At an organizing meeting the following Monday, the gaggle gushed about the event at the forest. They chatted over each other excitedly, sharing details of what they considered a successful demonstration with another group of activists.

One granny mentioned that they had been interviewed by West Island Home and Life, a local online magazine. Another granny added that the mayor was there. Another added that there were several teenagers and young people who cheered when they walked up to the sign posted at the entrance of the forest that read, “Private Property: Do Not Enter.”

“I guess they didn’t want any trespassers. But it didn’t matter,” said Helen Van Veeren, a member of the gaggle. “Our idea was to trespass, so we stood under the sign and gave it the finger.”

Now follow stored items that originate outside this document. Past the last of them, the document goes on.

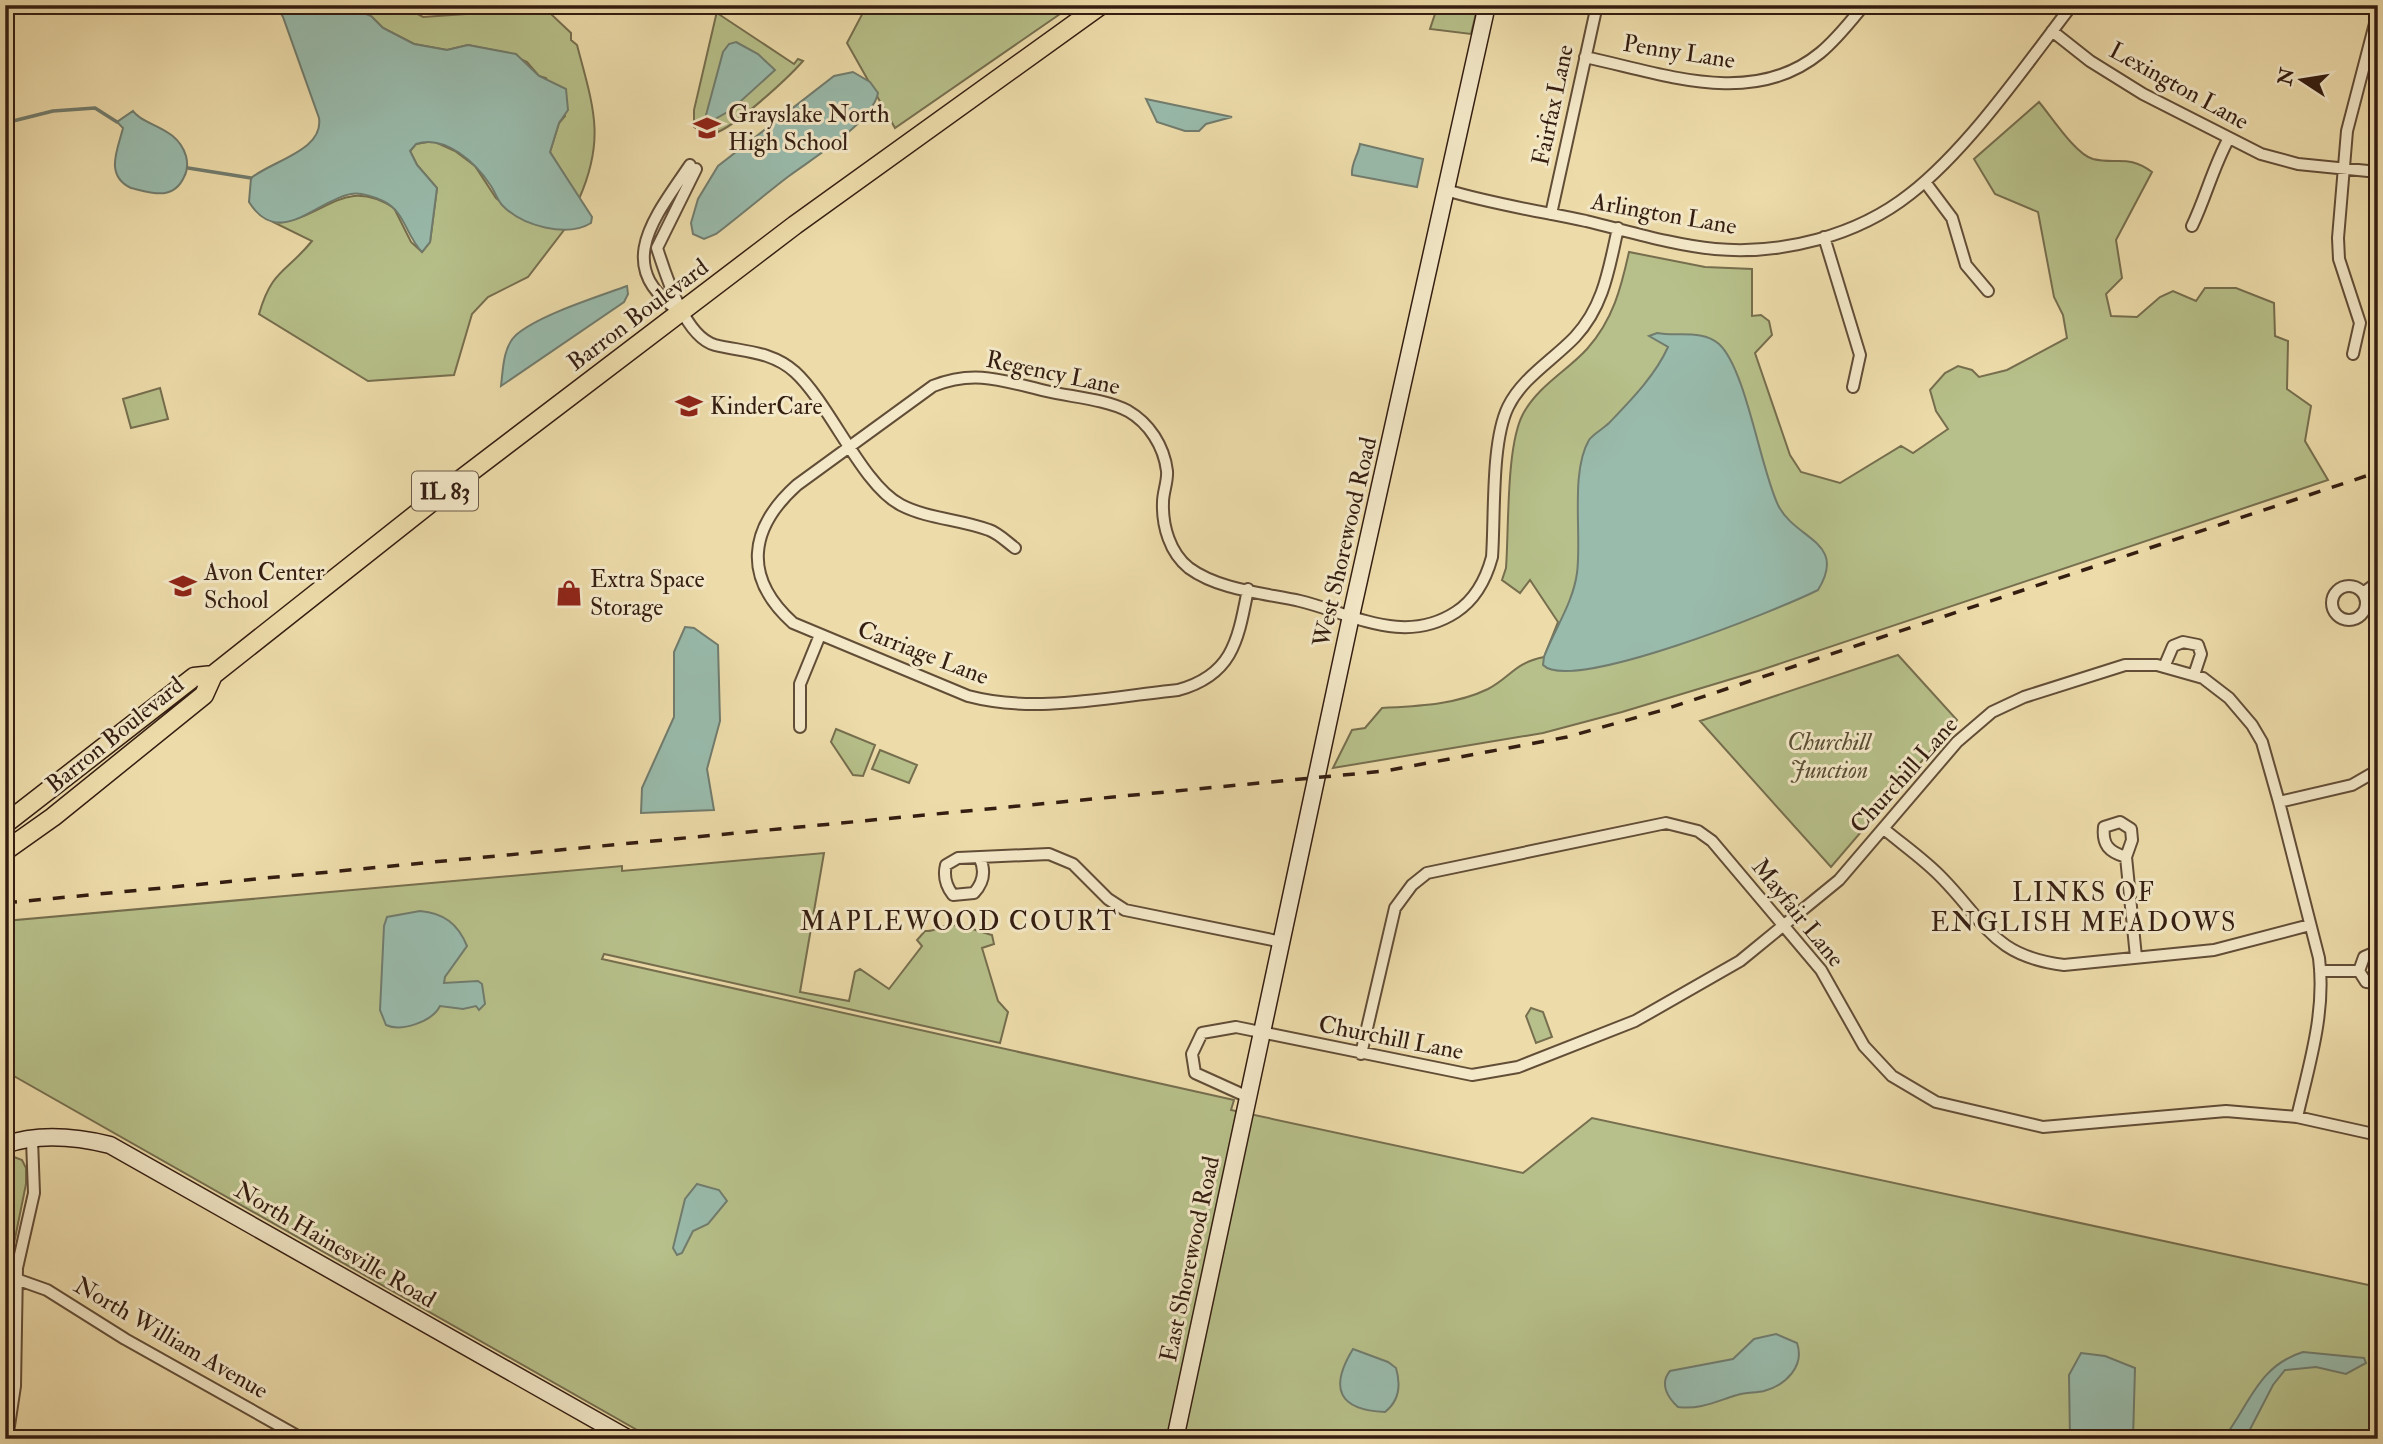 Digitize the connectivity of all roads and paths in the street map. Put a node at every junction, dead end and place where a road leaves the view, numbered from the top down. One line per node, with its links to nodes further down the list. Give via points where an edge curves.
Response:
1 (1101, 5): 19 (main road, Barron Boulevard / IL 83, via 822,205)
2 (1487, 5): 13 (main road, West Shorewood Road)
3 (1597, 5): 8 (street, Fairfax Lane)
4 (1864, 5): 8 (street, Penny Lane, via 1819,55 1756,82 1711,83)
5 (2072, 5): 7 (street, Arlington Lane)
6 (2378, 12): 10 (street, via 2347,131)
7 (2052, 32): 9 (street, Lexington Lane, via 2122,82); 12 (street, Arlington Lane, via 1956,151)
8 (1585, 57): 14 (street, Fairfax Lane)
9 (2229, 138): 10 (street, Lexington Lane, via 2280,160); 15 (street)
10 (2345, 170): 11 (street, Lexington Lane); 20 (street, via 2338,239 2339,258 2360,323)
11 (2378, 172)
12 (1924, 182): 17 (street, Arlington Lane, via 1874,217); 18 (street, via 1952,218 1966,265)
13 (1446, 190): 14 (street, Arlington Lane); 27 (main road, West Shorewood Road)
14 (1551, 214): 16 (street, Arlington Lane)
15 (2192, 226)
16 (1618, 228): 17 (street, Arlington Lane, via 1695,246 1742,250); 27 (street, Regency Lane, via 1597,306 1574,337 1522,385 1506,412 1499,438 1492,557 1478,592 1446,619 1422,628 1394,628)
17 (1824, 237): 21 (street, via 1860,355)
18 (1987, 291)
19 (682, 313): 19 (street, via 657,248 693,167 653,225 641,262 660,299); 22 (street, via 705,341 759,352 795,372); 31 (main road, Barron Boulevard / IL 83, via 452,486)
20 (2353, 354)
21 (1853, 387)
22 (850, 446): 23 (street, via 880,488 899,505 990,530); 25 (street, Regency Lane, via 933,386 956,377 983,375 1126,410 1147,424 1162,451 1167,472 1164,524 1171,547 1186,566 1207,580); 28 (street, Carriage Lane, via 779,502 768,517 760,542 759,567 768,597 793,623)
23 (1015, 548)
24 (2378, 582): 26 (street)
25 (1248, 589): 27 (street, Regency Lane); 28 (street, Carriage Lane, via 1231,653 1199,684 1178,690 1025,706 998,704)
26 (2362, 593)
27 (1351, 616): 42 (main road, West Shorewood Road)
28 (820, 635): 32 (street, via 800,684)
29 (2164, 667): 30 (street, Churchill Lane); 30 (street, via 2173,646 2193,643 2201,653); 36 (street, Churchill Lane, via 2125,664 2107,668 1992,712 1957,742)
30 (2194, 675): 34 (street, Churchill Lane, via 2229,698 2252,725 2262,741)
31 (213, 676): 35 (main road, Barron Boulevard, via 194,677); 37 (main road, Barron Boulevard / IL 83, via 204,695)
32 (800, 727)
33 (2378, 770): 34 (street, via 2352,785)
34 (2279, 802): 41 (street, Churchill Lane)
35 (5, 824)
36 (1884, 829): 40 (street, Churchill Lane, via 1839,880); 44 (street, via 1941,877 1989,933 2019,955 2064,965)
37 (5, 851)
38 (2126, 857): 44 (street)
39 (980, 859): 42 (street, via 1049,855 1073,864 1125,910)
40 (1784, 925): 49 (street, Churchill Lane, via 1740,961 1635,1021 1518,1067 1462,1075); 49 (street, Mayfair Lane, via 1712,841 1679,825 1654,824 1443,868 1412,885 1395,908); 51 (street, Mayfair Lane, via 1821,970 1864,1046 1892,1076 1936,1102 2043,1127 2226,1111)
41 (2310, 925): 44 (street, via 2214,950); 45 (street, Churchill Lane)
42 (1282, 942): 48 (main road, West Shorewood Road)
43 (2378, 951): 46 (street, via 2364,957)
44 (2136, 957)
45 (2320, 971): 46 (street); 51 (street, Churchill Lane, via 2320,1011)
46 (2359, 971): 47 (street, via 2366,982)
47 (2378, 983)
48 (1262, 1032): 49 (street, Churchill Lane); 50 (main road, West Shorewood Road); 50 (street, Churchill Lane, via 1236,1027 1202,1033 1192,1054 1195,1073)
49 (1361, 1054)
50 (1249, 1093): 59 (main road, East Shorewood Road)
51 (2297, 1117): 52 (street, Mayfair Lane)
52 (2378, 1135)
53 (32, 1140): 54 (main road, North Hainesville Road); 55 (street, via 34,1193); 58 (main road, North Hainesville Road, via 85,1139 110,1145)
54 (5, 1145)
55 (16, 1279): 56 (street, via 15,1386); 57 (street, North William Avenue, via 47,1290)
56 (7, 1439)
57 (303, 1439)
58 (629, 1439)
59 (1175, 1439) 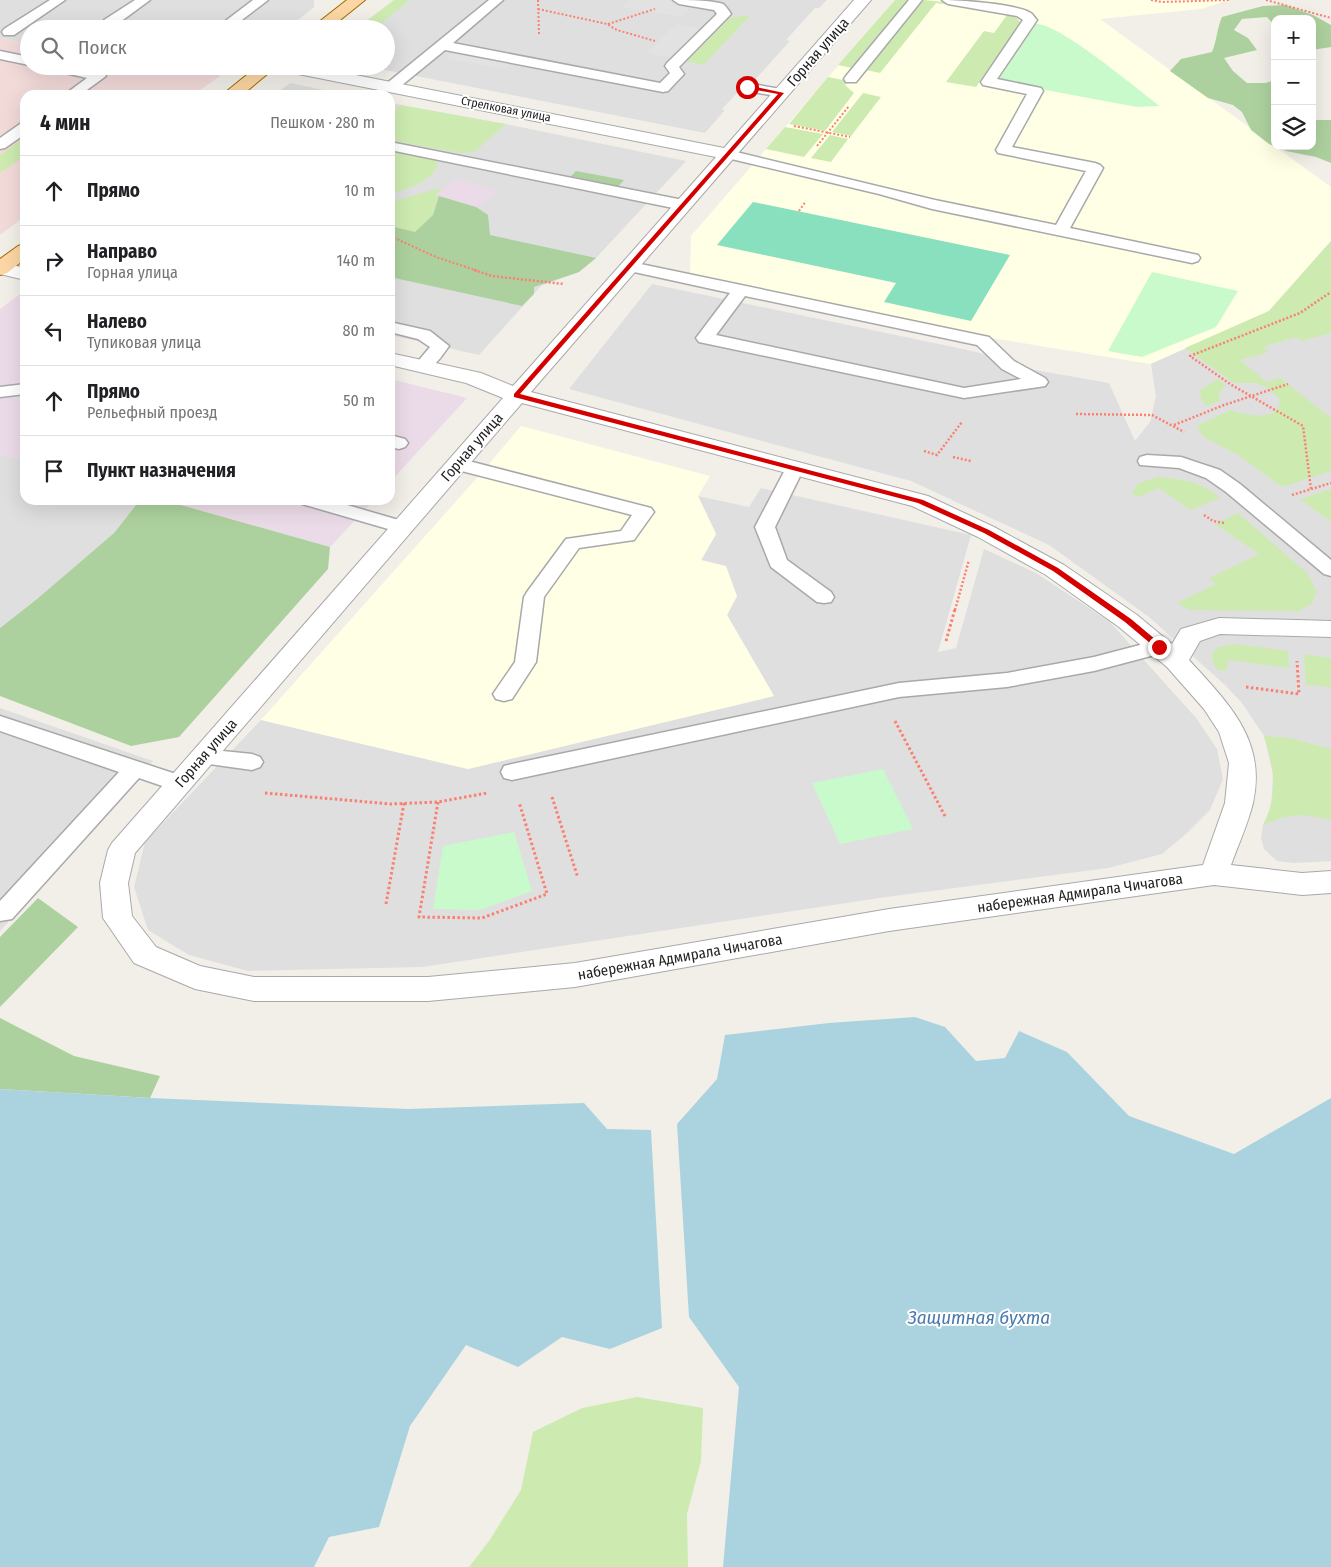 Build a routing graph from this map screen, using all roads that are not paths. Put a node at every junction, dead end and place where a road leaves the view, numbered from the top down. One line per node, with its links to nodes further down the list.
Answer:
1 (59, 0): 10 (lane)
2 (144, 0): 11 (lane)
3 (262, 0): 12 (lane)
4 (357, 0): 13 (main road)
5 (497, 0): 17 (lane)
6 (680, 0): 20 (lane)
7 (864, 0): 30 (street, Горная улица)
8 (916, 0): 25 (lane)
9 (948, 0): 36 (lane)
10 (24, 20)
11 (113, 20)
12 (234, 20)
13 (330, 20)
14 (20, 22): 15 (lane)
15 (4, 31): 16 (lane)
16 (20, 34)
17 (441, 45): 20 (lane); 26 (lane)
18 (0, 55): 19 (lane)
19 (20, 59)
20 (677, 74): 24 (lane)
21 (94, 75): 28 (lane)
22 (257, 75): 29 (main road)
23 (329, 75): 26 (street, Стрелковая улица)
24 (691, 76)
25 (851, 79)
26 (391, 87): 34 (street, Стрелковая улица)
27 (747, 87): 30 (lane)
28 (79, 90)
29 (238, 90)
30 (781, 93): 34 (street, Горная улица)
31 (20, 130): 32 (lane)
32 (0, 144)
33 (395, 147): 35 (lane)
34 (728, 154): 35 (street, Горная улица); 36 (lane)
35 (683, 206): 39 (street, Горная улица)
36 (1061, 230): 38 (lane)
37 (20, 254): 40 (main road)
38 (1192, 258)
39 (631, 267): 42 (lane); 48 (street, Горная улица)
40 (0, 268): 41 (street)
41 (20, 273)
42 (741, 290): 42 (lane)
43 (395, 328): 45 (lane)
44 (395, 360): 45 (street)
45 (423, 366): 48 (street)
46 (20, 389): 47 (lane)
47 (0, 392)
48 (516, 395): 50 (street, Горная улица); 51 (street)
49 (1147, 461): 54 (lane)
50 (457, 464): 53 (street, Горная улица); 58 (lane)
51 (795, 468): 55 (lane); 57 (street)
52 (326, 505): 53 (lane)
53 (402, 527): 60 (street, Горная улица)
54 (1331, 570)
55 (824, 597)
56 (1331, 630): 57 (street)
57 (1168, 654): 63 (lane); 66 (street)
58 (504, 694)
59 (0, 723): 62 (lane)
60 (203, 757): 61 (lane); 64 (street, Горная улица)
61 (252, 762)
62 (135, 769): 64 (lane); 68 (lane)
63 (512, 772)
64 (180, 784): 65 (street, Горная улица)
65 (122, 850): 66 (street, набережная Адмирала Чичагова)
66 (1214, 874): 67 (street, набережная Адмирала Чичагова)
67 (1331, 882)
68 (0, 912)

The Grannies have been fighting for climate justice, civic engagement and anti-militarism for over three decades. Photo Diane Yeung

For most of the meeting, the gaggle spoke about the event and its success, touching on the attention they drew to Save Fairview Forest’s fight. The forest has been placed on a temporary development freeze, but a long-term solution would require intervention from the federal Minister of Environment and Climate Change. 

The group made a pledge to write letters to the minister then moved along the list of other issues they were angry about, and the other causes they were championing. They agreed that the gesture outside of the forest was appropriate for the cause, and that the defiance they share with young activists today is more relevant than ever.

If there were any expectations of what a granny should be, the gaggle was sure to subvert them or work them towards expressing the rage that kept them going.

“Good on us, good for the Grannies,” Adelman said, turning to Laursen. “We’re supposed to be outrageous, and that’s what we did.”